(Saved entries)
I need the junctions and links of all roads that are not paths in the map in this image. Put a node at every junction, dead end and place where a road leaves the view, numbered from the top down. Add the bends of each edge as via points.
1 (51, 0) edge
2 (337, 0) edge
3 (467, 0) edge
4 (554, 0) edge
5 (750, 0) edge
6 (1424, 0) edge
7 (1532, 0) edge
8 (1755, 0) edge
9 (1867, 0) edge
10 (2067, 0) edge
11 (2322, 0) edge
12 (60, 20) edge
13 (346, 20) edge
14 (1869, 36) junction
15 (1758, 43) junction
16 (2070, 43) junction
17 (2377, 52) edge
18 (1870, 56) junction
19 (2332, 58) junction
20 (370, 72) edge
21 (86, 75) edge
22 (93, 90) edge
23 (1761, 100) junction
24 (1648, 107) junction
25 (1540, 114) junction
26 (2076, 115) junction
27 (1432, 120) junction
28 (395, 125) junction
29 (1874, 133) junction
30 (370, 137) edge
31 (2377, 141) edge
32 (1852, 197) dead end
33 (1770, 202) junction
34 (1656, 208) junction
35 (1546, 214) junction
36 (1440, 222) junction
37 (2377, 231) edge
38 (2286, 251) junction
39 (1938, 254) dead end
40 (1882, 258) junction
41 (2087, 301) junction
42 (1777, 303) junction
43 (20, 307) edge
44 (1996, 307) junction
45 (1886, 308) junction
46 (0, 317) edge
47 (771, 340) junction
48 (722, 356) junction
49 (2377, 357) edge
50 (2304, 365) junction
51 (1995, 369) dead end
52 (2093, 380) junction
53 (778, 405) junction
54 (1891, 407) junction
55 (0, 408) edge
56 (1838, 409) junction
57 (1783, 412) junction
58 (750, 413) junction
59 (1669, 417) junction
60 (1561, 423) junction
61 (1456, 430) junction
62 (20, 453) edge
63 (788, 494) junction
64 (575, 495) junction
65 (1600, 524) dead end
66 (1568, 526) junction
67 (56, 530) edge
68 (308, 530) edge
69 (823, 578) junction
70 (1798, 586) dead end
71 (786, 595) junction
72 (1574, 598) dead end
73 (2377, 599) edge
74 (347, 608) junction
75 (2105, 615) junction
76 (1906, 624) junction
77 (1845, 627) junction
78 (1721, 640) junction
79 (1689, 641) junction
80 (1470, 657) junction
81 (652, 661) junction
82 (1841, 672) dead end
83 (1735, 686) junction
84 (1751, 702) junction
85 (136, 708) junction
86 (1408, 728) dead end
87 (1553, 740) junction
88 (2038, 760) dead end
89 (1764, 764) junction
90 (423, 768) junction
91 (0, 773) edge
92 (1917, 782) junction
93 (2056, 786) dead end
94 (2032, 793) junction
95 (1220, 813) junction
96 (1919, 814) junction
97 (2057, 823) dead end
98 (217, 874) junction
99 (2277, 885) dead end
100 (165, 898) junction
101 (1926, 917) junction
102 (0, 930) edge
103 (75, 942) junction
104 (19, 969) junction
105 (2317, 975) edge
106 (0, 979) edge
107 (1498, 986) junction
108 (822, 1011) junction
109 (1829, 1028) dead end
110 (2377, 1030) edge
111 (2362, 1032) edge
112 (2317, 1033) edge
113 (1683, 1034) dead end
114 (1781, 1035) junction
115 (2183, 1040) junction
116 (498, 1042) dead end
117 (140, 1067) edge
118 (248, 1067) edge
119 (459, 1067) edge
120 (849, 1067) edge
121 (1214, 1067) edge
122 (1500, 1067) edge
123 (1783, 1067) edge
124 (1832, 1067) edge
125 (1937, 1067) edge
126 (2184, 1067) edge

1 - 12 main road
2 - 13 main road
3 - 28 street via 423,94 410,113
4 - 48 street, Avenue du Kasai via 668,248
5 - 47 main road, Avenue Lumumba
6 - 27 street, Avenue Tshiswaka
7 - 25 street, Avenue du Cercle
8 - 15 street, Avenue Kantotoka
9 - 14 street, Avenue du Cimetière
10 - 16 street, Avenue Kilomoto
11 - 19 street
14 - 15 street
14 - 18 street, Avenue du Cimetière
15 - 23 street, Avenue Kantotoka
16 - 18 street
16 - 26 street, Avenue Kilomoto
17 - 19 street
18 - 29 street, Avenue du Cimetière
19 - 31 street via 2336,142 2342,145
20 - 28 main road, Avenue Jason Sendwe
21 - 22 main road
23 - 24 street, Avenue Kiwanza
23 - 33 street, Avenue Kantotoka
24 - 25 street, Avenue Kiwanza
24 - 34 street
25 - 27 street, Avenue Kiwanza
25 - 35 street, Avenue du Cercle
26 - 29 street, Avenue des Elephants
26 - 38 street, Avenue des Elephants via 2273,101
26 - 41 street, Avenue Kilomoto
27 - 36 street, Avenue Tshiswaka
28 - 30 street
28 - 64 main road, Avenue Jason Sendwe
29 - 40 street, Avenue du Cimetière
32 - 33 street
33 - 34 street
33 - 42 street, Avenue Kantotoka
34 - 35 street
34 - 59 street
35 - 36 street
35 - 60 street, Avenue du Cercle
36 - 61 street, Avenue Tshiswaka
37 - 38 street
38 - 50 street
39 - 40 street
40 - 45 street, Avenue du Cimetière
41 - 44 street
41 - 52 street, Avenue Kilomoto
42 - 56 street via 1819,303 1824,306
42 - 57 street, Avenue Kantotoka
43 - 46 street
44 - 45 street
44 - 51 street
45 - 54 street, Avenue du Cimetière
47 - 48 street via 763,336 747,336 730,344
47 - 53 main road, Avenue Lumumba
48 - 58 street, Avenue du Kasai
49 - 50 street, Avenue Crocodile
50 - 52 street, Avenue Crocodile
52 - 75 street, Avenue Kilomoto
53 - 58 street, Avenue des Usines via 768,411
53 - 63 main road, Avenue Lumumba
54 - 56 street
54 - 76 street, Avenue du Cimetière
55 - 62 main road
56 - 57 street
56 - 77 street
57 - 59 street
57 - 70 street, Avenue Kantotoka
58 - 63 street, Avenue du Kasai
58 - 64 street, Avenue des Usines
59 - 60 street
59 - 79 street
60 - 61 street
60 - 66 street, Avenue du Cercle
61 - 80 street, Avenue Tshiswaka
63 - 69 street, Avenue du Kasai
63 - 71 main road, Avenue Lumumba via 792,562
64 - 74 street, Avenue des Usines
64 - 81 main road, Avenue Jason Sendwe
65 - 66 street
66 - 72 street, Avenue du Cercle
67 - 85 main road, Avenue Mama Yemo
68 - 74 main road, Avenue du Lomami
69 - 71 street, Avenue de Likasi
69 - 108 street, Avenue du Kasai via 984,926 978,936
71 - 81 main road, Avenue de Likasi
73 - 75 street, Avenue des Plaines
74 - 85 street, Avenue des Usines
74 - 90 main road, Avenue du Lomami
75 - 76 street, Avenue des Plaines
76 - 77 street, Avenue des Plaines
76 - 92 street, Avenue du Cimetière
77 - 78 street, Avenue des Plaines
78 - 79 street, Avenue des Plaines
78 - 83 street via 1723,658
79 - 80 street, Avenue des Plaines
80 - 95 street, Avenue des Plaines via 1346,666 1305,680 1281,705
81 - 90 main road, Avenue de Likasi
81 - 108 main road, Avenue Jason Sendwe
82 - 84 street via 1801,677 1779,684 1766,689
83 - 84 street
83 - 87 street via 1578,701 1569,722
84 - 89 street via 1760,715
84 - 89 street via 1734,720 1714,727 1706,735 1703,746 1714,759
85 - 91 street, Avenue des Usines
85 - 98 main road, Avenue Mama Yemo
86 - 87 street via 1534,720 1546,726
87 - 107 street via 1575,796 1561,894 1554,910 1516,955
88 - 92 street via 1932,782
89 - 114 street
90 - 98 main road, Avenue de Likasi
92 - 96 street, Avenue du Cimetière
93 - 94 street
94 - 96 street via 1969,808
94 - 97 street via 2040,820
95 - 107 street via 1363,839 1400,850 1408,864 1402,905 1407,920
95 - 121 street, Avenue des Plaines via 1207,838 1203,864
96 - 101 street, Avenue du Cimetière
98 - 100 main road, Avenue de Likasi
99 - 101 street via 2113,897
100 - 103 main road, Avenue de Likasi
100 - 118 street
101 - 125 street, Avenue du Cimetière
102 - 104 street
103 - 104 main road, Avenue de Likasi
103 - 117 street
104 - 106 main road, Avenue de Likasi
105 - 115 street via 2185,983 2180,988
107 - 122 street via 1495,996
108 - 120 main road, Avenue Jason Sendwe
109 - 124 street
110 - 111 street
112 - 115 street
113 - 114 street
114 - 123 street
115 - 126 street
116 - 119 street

## What you need to do
Going through the entries above, tally every line that contains the string "Cercle", then state only the total.

## Solved exercise
5